Dies bedeutet, dass eine Gruppe ein Placebo-Produkt erhält und die andere Gruppe den Impfstoff. Es wird dann ausgetestet, wie viele Personen von der jeweiligen Gruppe an Covid-19 erkranken. Voraussichtlich müssen dann Probanden aus Brasilien oder den USA genommen werden, da es – zum Glück – in Deutschland nicht mehr so viele Erkrankte gibt.

Die Ausdehnung auf andere Länder ist auch wichtig, um möglichst viele verschiedene Gruppen zu untersuchen. Somit können wir dann auch die Zulassung für den Impfstoff über die europäische Zulassungsbehörde einreichen und gegebenenfalls auch weltweit die Impfung anbieten.

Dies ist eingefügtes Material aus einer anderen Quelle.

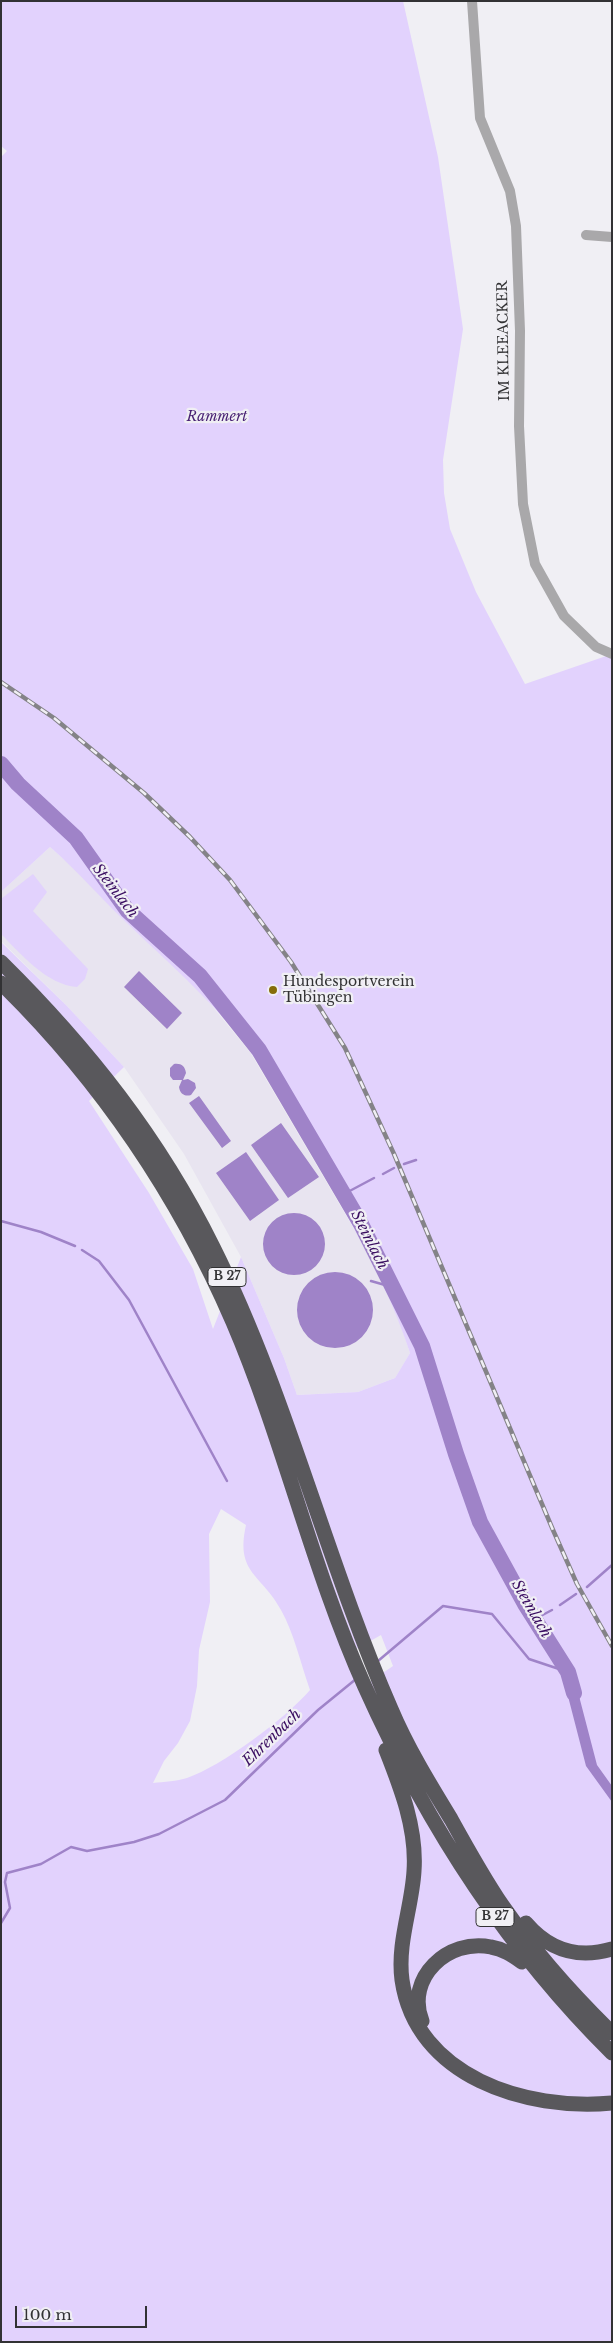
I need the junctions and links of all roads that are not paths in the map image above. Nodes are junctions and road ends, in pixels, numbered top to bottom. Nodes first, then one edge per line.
1 (472, 1) edge
2 (586, 234) dead end
3 (612, 237) edge
4 (612, 654) edge
5 (1, 962) edge
6 (1, 983) edge
7 (367, 1691) junction
8 (478, 1866) junction
9 (612, 1949) edge
10 (586, 2027) junction
11 (612, 2034) edge
12 (612, 2053) edge
13 (612, 2097) edge
14 (612, 2103) edge

1 - 4 street, IM KLEEACKER
2 - 3 street
5 - 8 highway, B 27
6 - 7 highway, B 27
7 - 10 highway, B 27
7 - 14 highway
8 - 9 highway
8 - 11 highway, B 27
10 - 12 highway, B 27
10 - 13 highway

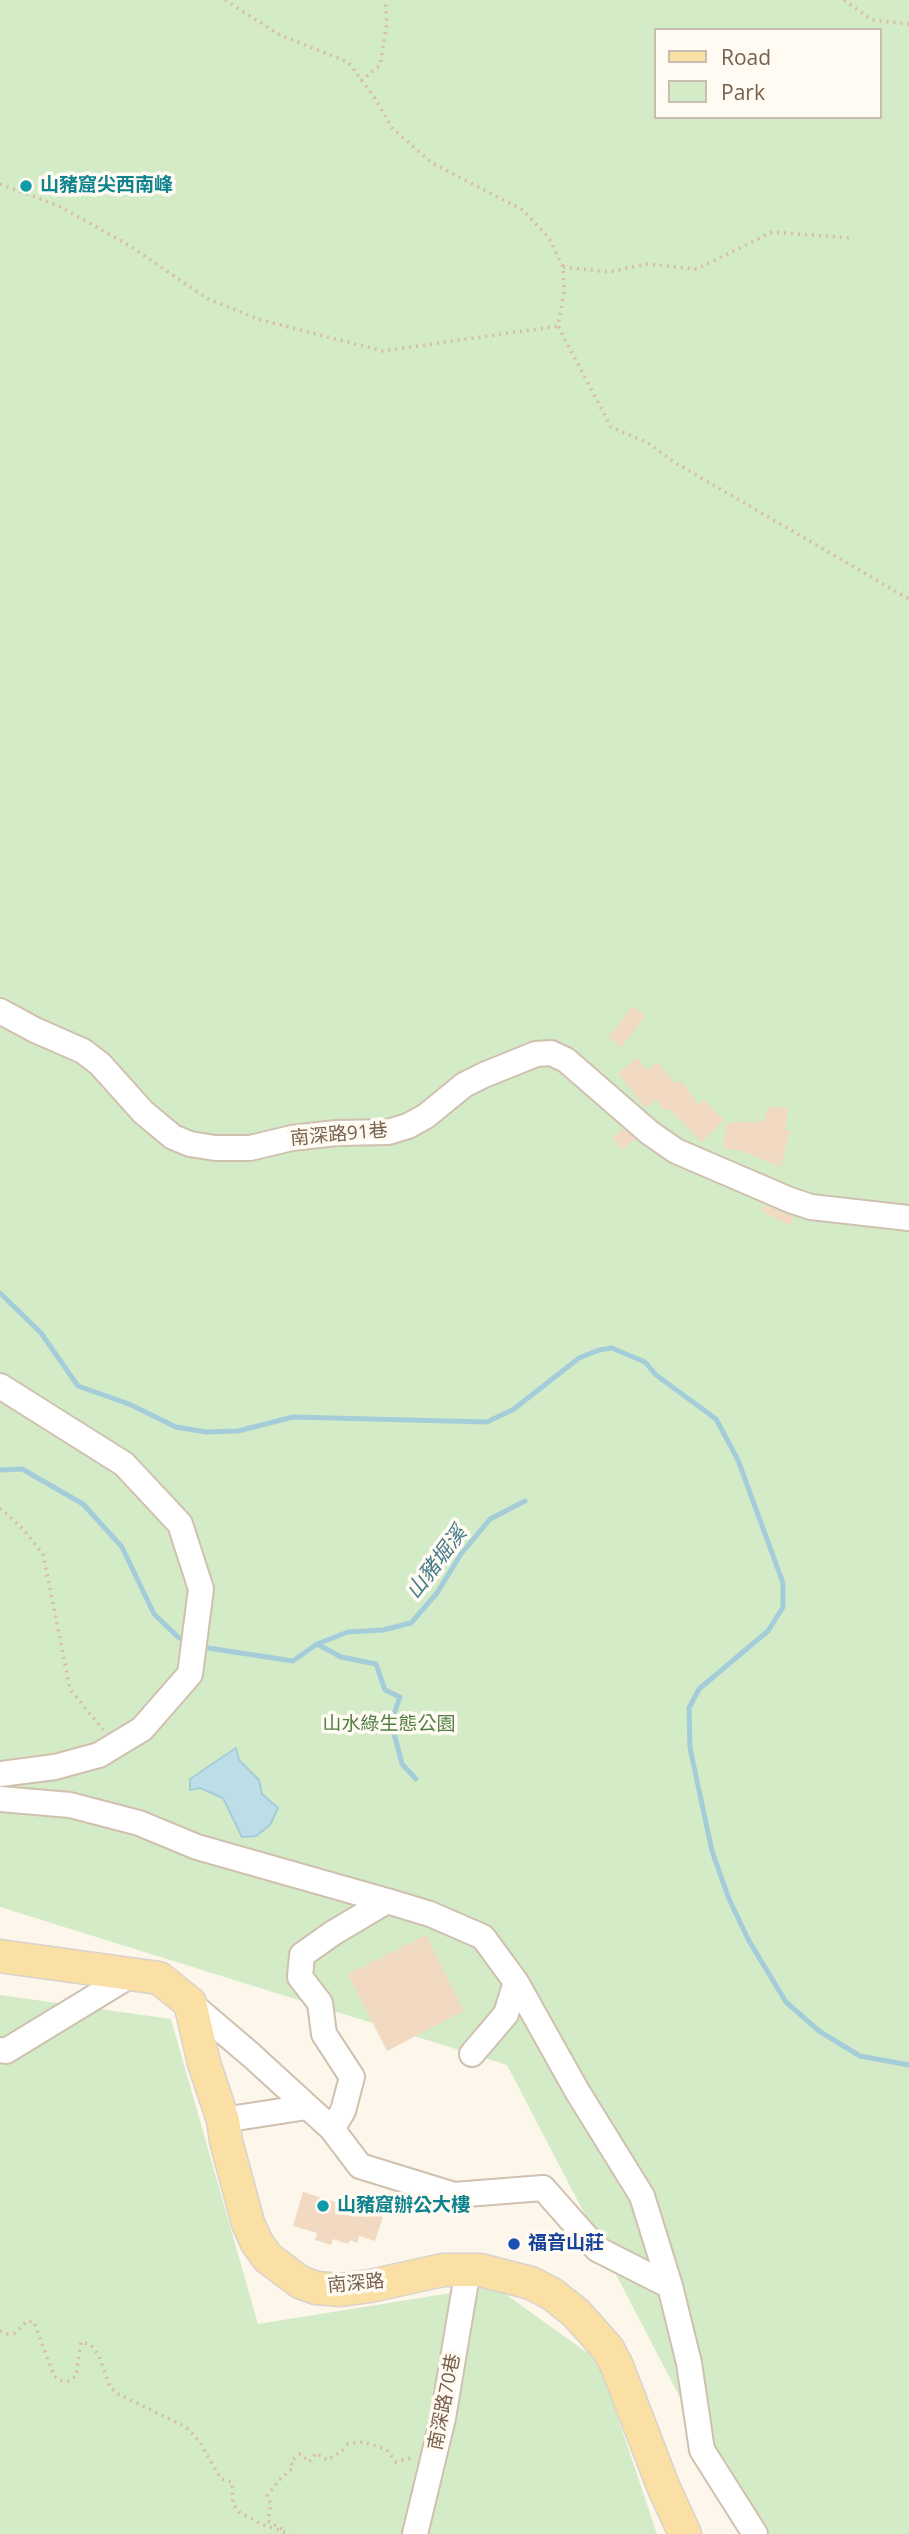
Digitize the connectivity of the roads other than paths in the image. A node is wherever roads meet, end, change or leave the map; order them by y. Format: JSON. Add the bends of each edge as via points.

Es besteht die berechtigte Hoffnung, dass ein Impfstoff viel schneller gefunden wird als dies normalerweise für Impfstoffe der Fall ist.

Woran liegt dies?

Kremsner: Das liegt zum einen daran, dass der gesellschaftliche Druck groß ist und somit auch viel Geld für diese Forschung investiert wird. Zum anderen werden Bewilligungsabläufe viel effizienter bewältigt als bei bisherigen Forschungen. Die entsprechenden Kommissionen sind viel schneller in ihrer Begutachtung, arbeiten mit Hochdruck daran und setzen entsprechende Prioritäten.

Wie viele Personen arbeiten in Ihrem Institut an dieser Studie?

Kremsner: 30 Personen sind aktuell mit dieser Untersuchung beschäftigt. Parallel laufen aber auch noch weitere Forschungen, wie zum Beispiel für Therapien gegen Covid-19. Zudem laufen allmählich auch wieder unsere Alltagsarbeiten an.

Das hört sich nach viel Arbeit an. Wie bewältigen Sie dies alles?

Kremsner: Seit Jahresanfang habe ich wieder eine knapp 100-Stunden-Woche. Zur Tagesarbeit kommt aktuell noch viel Medienarbeit hinzu. Es gibt Tage, da habe ich 20 Interview-Anfragen von Zeitungen, Rundfunk und Fernsehen. Dieser Zeitaufwand ist jedoch nichts Neues für mich.

Nachdem ich schon fast 200 klinische Studien durchgeführt habe, beispielsweise zur Malaria, Grippe oder Tuberkulose, bin ich an diese Extrembelastungen gewöhnt.